Remarkable Community Service Experiences
For 34 years, Country Day’s Upper School students, faculty, and staff have taken a two-day break from the rigors of academia to host the Special Olympics Mecklenburg County Spring Games on Cannon Campus. The event is a huge undertaking, with 1,100 athletes and nearly 900 Country Day and community volunteers.
Over the years, Special Olympics has become a part of our school’s identity—an event that younger students look forward to and alumni recall as one of their most cherished high school memories.
This year was no different. Despite steady rain on the first day of competition, the event was filled with hugs, smiles, and high-fives. Here’s a look at this year’s event through eyes of various community members.
A Special Olympian’s mother posted this moving and powerful thank you to the school’s Facebook page. It’s a shining example of our Affirmation of Community, mission, and key values in action:
"I was impressed by the understanding and compassion the two young men that were assigned to help my son, Marcus, displayed. For this one day our family was accepted and people didn't stare ❤. Special thanks to Peter and Vaed (don't know their last names), but their parents (and the school) have taught them something that most people never learn, understanding, patience and acceptance for diversity! Thank you all."

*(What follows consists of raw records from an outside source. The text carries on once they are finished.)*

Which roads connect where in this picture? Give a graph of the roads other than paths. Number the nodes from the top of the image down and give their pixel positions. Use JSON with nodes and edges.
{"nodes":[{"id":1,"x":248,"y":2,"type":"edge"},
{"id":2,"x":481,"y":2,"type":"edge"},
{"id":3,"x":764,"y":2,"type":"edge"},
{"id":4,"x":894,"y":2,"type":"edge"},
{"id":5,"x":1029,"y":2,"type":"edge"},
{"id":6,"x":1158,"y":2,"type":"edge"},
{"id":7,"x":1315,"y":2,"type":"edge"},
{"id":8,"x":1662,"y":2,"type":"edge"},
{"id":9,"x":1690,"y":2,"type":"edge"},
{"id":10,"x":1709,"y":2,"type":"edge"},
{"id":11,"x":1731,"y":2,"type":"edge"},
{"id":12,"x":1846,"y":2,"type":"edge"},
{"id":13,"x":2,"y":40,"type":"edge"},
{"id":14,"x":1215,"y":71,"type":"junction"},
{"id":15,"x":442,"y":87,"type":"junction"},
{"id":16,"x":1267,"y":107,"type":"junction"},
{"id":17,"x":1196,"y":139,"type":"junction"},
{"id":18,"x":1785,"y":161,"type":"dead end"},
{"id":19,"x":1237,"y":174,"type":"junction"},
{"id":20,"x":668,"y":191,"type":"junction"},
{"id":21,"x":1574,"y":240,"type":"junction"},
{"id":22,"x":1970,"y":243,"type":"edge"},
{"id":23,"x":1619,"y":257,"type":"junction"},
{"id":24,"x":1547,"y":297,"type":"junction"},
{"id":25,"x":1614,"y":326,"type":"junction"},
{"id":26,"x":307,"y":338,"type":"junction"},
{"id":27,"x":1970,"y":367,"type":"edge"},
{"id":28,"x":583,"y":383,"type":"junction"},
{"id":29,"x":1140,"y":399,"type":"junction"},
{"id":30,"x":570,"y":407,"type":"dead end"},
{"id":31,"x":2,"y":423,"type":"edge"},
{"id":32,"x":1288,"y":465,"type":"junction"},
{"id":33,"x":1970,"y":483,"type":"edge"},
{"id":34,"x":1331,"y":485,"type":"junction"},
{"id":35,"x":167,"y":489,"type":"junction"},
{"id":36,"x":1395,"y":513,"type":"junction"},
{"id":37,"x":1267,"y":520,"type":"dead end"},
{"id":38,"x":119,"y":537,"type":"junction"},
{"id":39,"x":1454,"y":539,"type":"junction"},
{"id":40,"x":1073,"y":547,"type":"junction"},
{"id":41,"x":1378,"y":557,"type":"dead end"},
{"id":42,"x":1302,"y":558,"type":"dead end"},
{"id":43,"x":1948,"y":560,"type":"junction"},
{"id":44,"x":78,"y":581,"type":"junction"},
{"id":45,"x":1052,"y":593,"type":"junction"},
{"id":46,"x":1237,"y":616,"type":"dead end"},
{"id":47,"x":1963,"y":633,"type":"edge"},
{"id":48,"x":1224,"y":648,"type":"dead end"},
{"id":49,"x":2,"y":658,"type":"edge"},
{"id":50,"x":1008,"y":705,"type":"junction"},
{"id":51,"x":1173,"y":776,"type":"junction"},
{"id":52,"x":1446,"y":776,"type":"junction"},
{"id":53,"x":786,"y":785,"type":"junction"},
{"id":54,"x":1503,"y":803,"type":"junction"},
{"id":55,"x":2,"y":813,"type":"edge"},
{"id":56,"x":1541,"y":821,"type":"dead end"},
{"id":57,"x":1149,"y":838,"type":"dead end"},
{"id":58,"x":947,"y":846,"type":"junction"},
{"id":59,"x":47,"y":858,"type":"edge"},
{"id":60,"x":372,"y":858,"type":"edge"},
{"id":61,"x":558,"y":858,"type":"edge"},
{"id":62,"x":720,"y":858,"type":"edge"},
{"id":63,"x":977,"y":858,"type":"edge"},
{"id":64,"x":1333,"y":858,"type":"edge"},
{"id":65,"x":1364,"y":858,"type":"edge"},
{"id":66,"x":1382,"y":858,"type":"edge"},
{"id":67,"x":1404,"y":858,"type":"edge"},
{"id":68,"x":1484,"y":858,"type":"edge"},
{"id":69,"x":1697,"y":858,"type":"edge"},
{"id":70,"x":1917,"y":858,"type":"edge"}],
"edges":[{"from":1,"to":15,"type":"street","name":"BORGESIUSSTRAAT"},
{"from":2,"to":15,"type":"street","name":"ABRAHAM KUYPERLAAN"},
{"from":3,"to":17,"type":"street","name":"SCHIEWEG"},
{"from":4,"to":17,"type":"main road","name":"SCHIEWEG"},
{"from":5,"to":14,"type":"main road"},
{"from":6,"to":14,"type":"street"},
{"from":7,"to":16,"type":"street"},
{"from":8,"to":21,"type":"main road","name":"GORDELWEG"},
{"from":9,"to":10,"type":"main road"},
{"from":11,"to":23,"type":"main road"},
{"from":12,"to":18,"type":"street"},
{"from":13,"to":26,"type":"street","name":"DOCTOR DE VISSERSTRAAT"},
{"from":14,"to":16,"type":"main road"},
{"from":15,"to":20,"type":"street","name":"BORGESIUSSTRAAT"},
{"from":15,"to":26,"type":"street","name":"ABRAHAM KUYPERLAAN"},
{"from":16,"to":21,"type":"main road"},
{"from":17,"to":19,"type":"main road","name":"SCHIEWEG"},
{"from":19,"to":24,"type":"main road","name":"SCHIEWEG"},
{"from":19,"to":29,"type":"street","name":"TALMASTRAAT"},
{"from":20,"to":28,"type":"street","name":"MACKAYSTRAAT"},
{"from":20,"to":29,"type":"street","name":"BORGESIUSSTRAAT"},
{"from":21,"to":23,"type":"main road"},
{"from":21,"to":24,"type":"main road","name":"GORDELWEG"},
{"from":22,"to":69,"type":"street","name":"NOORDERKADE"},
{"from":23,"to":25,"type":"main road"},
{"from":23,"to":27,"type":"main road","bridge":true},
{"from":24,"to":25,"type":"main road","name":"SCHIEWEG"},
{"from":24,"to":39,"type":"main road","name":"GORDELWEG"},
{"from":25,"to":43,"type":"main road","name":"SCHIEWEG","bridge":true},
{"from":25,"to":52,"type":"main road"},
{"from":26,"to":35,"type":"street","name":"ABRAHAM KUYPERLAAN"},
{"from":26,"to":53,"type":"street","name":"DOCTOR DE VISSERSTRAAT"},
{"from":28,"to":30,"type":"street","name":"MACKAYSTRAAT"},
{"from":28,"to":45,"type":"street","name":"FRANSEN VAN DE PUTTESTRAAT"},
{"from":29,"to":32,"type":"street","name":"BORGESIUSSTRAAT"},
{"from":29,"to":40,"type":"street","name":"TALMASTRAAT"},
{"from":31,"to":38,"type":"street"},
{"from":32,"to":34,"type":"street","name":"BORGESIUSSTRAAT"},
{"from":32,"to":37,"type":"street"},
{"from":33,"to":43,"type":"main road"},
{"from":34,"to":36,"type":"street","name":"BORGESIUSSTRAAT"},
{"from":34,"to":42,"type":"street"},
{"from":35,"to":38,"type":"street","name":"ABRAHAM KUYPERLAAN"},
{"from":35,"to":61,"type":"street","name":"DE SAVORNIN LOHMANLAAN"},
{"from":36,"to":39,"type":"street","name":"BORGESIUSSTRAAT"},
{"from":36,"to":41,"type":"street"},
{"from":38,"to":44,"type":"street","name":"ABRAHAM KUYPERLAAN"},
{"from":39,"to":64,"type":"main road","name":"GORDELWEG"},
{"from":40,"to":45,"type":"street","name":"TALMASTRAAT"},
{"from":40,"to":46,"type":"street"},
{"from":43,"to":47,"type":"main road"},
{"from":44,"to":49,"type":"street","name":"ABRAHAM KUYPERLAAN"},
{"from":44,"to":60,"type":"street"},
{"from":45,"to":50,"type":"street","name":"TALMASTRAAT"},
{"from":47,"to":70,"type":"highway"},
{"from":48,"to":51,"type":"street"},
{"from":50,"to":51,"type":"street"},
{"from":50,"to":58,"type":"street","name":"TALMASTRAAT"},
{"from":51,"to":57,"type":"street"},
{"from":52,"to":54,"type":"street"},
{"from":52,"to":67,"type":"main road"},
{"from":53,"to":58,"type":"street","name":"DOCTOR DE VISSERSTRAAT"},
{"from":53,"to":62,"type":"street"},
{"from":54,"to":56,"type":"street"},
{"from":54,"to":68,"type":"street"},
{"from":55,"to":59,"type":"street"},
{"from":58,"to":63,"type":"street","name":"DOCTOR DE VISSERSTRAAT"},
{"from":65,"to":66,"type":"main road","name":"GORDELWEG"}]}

South Charlotte Weekly Story
South Charlotte Weekly ran a story about our Special Olympics tradition and profiled junior Brooks Riley, whose positive experience with Country Day’s two-day event led her to become a coach for a soccer team in the fall and swim team in the winter. Brooks says the relationship is reciprocal: “At lot of the athletes teach me lessons through their drive to want to be better, which inspires me to want to be better.” Read the full story.
Parent Doug Drew was on hand the first day to capture many photos, including this student smiling through the rain.
See more here.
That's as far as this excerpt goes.